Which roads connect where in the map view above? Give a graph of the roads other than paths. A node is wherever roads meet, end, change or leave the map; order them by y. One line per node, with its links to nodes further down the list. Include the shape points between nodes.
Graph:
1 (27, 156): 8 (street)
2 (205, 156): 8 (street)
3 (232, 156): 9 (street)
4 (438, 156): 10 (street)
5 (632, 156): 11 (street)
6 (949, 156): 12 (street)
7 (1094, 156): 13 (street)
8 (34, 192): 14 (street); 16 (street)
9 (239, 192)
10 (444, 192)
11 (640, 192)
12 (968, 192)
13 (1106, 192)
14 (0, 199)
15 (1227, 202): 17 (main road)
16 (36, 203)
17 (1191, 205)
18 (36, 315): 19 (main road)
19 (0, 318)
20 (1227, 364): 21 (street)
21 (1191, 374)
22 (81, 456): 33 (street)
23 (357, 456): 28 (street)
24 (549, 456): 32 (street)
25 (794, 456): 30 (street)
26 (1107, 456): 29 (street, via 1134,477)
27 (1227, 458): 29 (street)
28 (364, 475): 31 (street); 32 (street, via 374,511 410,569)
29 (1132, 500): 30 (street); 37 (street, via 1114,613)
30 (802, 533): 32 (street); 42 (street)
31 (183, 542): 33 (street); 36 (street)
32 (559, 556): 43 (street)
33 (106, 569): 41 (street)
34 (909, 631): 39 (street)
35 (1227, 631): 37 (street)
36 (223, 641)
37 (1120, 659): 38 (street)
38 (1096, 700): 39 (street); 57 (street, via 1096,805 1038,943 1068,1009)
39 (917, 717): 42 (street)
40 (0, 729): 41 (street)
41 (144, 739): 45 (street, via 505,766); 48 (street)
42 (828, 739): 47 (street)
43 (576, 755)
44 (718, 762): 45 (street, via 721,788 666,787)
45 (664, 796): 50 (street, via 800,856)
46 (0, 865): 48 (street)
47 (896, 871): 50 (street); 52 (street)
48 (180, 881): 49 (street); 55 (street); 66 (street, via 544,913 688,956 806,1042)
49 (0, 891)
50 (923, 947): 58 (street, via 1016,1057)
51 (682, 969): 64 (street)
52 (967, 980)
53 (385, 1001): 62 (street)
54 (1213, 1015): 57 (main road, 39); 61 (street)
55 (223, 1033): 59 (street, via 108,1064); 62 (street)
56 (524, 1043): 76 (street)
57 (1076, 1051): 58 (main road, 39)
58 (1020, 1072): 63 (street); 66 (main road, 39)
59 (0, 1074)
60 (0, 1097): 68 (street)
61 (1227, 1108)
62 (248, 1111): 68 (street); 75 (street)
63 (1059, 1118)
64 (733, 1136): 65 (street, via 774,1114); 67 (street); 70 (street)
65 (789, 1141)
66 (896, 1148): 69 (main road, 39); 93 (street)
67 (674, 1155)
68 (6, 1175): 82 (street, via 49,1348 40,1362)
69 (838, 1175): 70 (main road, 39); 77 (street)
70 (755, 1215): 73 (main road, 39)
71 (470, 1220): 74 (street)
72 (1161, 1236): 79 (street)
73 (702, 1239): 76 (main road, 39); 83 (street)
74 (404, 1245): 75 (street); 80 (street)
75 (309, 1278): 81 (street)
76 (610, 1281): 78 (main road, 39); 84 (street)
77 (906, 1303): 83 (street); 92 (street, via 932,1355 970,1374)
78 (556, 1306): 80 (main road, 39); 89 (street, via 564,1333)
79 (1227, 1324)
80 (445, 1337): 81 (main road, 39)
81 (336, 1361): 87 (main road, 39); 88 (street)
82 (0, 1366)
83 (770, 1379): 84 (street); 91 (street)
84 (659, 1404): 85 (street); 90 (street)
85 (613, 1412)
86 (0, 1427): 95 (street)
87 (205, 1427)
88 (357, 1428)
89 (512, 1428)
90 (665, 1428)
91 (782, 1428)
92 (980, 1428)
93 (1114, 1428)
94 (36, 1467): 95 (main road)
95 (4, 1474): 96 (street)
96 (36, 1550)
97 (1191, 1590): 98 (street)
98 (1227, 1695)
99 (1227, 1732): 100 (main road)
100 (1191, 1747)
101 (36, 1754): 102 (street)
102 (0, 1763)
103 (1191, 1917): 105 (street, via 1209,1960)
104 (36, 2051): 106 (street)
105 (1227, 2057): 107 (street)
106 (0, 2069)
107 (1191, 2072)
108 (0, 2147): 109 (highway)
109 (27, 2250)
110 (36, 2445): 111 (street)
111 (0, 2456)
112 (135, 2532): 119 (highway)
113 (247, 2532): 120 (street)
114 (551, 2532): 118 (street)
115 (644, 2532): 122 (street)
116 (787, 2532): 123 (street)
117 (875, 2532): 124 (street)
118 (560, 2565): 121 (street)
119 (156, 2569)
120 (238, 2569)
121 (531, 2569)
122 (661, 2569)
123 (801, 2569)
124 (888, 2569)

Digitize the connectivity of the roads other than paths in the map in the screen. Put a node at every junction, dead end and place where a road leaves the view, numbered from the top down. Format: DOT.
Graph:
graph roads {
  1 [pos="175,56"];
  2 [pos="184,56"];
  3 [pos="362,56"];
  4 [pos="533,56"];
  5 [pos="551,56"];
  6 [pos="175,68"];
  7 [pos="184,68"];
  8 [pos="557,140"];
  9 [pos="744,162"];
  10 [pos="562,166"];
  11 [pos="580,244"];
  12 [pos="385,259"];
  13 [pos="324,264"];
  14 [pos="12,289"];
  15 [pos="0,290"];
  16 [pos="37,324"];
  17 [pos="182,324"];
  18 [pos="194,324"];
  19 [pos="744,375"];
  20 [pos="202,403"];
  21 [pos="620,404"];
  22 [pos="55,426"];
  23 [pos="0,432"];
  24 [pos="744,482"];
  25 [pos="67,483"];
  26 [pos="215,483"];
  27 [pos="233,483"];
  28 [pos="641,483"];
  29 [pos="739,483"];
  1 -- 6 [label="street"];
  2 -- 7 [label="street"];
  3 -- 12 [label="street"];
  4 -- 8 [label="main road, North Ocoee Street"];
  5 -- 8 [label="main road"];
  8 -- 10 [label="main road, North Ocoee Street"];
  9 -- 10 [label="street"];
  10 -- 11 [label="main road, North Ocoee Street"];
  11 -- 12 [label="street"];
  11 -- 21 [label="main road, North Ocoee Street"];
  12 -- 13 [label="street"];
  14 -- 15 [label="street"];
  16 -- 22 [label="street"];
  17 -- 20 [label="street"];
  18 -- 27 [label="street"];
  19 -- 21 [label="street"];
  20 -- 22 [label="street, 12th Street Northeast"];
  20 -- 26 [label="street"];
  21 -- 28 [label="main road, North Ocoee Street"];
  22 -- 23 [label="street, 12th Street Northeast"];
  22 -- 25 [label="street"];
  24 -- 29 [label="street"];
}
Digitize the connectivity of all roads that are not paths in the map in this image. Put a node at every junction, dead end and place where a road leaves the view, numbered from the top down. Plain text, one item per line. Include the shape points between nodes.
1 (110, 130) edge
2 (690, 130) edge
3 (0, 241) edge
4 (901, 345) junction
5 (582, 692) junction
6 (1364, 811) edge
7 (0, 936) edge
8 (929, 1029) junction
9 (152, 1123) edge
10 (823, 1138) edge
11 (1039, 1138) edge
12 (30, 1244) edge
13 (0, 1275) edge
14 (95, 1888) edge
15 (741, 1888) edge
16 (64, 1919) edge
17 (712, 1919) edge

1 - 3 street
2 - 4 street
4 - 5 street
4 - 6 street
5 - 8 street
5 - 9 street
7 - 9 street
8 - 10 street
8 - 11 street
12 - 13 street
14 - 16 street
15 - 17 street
- - -
Check each line above for the word "junction", and copy the lines where it appears.

Task response =
Digitize the connectivity of the roads other than paths in the map in the screen. Put a node at every junction, dead end and place where a road leaves the view, numbered from the top down. Format: DOT.
Digitize the connectivity of all roads that are not paths in the map in this image. Put a node at every junction, dead end and place where a road leaves the view, numbered from the top down. Plain text, one item per line. Include the shape points between nodes.
4 (901, 345) junction
5 (582, 692) junction
8 (929, 1029) junction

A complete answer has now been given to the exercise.